* Provided information *
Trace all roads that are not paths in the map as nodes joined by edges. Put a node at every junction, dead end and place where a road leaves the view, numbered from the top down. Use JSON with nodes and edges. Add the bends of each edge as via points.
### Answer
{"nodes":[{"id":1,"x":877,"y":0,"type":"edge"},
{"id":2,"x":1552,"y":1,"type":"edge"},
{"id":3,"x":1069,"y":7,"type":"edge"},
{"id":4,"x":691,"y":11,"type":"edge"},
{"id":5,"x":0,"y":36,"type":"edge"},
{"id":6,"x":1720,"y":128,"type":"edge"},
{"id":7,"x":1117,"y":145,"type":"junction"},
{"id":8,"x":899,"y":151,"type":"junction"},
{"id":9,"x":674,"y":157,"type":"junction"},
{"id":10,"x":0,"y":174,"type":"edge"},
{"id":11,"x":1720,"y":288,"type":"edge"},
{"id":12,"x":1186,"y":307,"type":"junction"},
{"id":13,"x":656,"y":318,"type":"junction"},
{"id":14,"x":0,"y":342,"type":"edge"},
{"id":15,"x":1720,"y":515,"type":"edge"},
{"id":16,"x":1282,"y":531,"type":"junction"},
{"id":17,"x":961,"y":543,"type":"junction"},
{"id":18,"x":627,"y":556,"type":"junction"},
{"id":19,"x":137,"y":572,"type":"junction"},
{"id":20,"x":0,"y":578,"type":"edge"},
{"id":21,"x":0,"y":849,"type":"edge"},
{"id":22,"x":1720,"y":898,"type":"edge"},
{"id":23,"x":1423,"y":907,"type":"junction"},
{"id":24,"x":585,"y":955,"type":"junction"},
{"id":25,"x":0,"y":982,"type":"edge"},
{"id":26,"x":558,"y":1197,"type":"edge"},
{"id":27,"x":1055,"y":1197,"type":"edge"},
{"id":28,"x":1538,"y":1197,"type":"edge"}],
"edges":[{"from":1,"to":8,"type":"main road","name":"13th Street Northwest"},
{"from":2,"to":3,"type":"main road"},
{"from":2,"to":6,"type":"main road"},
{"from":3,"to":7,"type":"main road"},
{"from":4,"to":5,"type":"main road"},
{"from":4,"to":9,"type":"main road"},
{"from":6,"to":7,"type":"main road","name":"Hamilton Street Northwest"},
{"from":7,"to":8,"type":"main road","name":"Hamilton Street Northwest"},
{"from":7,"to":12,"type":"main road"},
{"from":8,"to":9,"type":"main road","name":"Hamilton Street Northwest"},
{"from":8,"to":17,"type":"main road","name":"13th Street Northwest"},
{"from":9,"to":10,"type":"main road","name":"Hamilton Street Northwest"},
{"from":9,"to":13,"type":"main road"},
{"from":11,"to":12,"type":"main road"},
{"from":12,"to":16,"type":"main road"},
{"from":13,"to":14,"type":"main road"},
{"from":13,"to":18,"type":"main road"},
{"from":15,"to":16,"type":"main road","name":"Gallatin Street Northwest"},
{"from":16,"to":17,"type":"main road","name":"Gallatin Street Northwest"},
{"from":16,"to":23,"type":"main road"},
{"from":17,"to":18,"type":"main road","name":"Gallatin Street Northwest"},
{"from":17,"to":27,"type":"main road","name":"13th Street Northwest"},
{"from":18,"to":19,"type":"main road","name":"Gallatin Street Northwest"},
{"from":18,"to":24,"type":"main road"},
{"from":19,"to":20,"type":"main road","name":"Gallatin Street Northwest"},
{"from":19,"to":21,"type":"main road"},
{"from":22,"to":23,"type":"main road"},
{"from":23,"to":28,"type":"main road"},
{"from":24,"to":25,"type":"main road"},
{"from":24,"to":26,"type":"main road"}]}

* What you should do *
Each record must be printed again, word for word, with nothing dropped.

* Answer below *
Trace all roads that are not paths in the map as nodes joined by edges. Put a node at every junction, dead end and place where a road leaves the view, numbered from the top down. Use JSON with nodes and edges. Add the bends of each edge as via points.
### Answer
{"nodes":[{"id":1,"x":877,"y":0,"type":"edge"},
{"id":2,"x":1552,"y":1,"type":"edge"},
{"id":3,"x":1069,"y":7,"type":"edge"},
{"id":4,"x":691,"y":11,"type":"edge"},
{"id":5,"x":0,"y":36,"type":"edge"},
{"id":6,"x":1720,"y":128,"type":"edge"},
{"id":7,"x":1117,"y":145,"type":"junction"},
{"id":8,"x":899,"y":151,"type":"junction"},
{"id":9,"x":674,"y":157,"type":"junction"},
{"id":10,"x":0,"y":174,"type":"edge"},
{"id":11,"x":1720,"y":288,"type":"edge"},
{"id":12,"x":1186,"y":307,"type":"junction"},
{"id":13,"x":656,"y":318,"type":"junction"},
{"id":14,"x":0,"y":342,"type":"edge"},
{"id":15,"x":1720,"y":515,"type":"edge"},
{"id":16,"x":1282,"y":531,"type":"junction"},
{"id":17,"x":961,"y":543,"type":"junction"},
{"id":18,"x":627,"y":556,"type":"junction"},
{"id":19,"x":137,"y":572,"type":"junction"},
{"id":20,"x":0,"y":578,"type":"edge"},
{"id":21,"x":0,"y":849,"type":"edge"},
{"id":22,"x":1720,"y":898,"type":"edge"},
{"id":23,"x":1423,"y":907,"type":"junction"},
{"id":24,"x":585,"y":955,"type":"junction"},
{"id":25,"x":0,"y":982,"type":"edge"},
{"id":26,"x":558,"y":1197,"type":"edge"},
{"id":27,"x":1055,"y":1197,"type":"edge"},
{"id":28,"x":1538,"y":1197,"type":"edge"}],
"edges":[{"from":1,"to":8,"type":"main road","name":"13th Street Northwest"},
{"from":2,"to":3,"type":"main road"},
{"from":2,"to":6,"type":"main road"},
{"from":3,"to":7,"type":"main road"},
{"from":4,"to":5,"type":"main road"},
{"from":4,"to":9,"type":"main road"},
{"from":6,"to":7,"type":"main road","name":"Hamilton Street Northwest"},
{"from":7,"to":8,"type":"main road","name":"Hamilton Street Northwest"},
{"from":7,"to":12,"type":"main road"},
{"from":8,"to":9,"type":"main road","name":"Hamilton Street Northwest"},
{"from":8,"to":17,"type":"main road","name":"13th Street Northwest"},
{"from":9,"to":10,"type":"main road","name":"Hamilton Street Northwest"},
{"from":9,"to":13,"type":"main road"},
{"from":11,"to":12,"type":"main road"},
{"from":12,"to":16,"type":"main road"},
{"from":13,"to":14,"type":"main road"},
{"from":13,"to":18,"type":"main road"},
{"from":15,"to":16,"type":"main road","name":"Gallatin Street Northwest"},
{"from":16,"to":17,"type":"main road","name":"Gallatin Street Northwest"},
{"from":16,"to":23,"type":"main road"},
{"from":17,"to":18,"type":"main road","name":"Gallatin Street Northwest"},
{"from":17,"to":27,"type":"main road","name":"13th Street Northwest"},
{"from":18,"to":19,"type":"main road","name":"Gallatin Street Northwest"},
{"from":18,"to":24,"type":"main road"},
{"from":19,"to":20,"type":"main road","name":"Gallatin Street Northwest"},
{"from":19,"to":21,"type":"main road"},
{"from":22,"to":23,"type":"main road"},
{"from":23,"to":28,"type":"main road"},
{"from":24,"to":25,"type":"main road"},
{"from":24,"to":26,"type":"main road"}]}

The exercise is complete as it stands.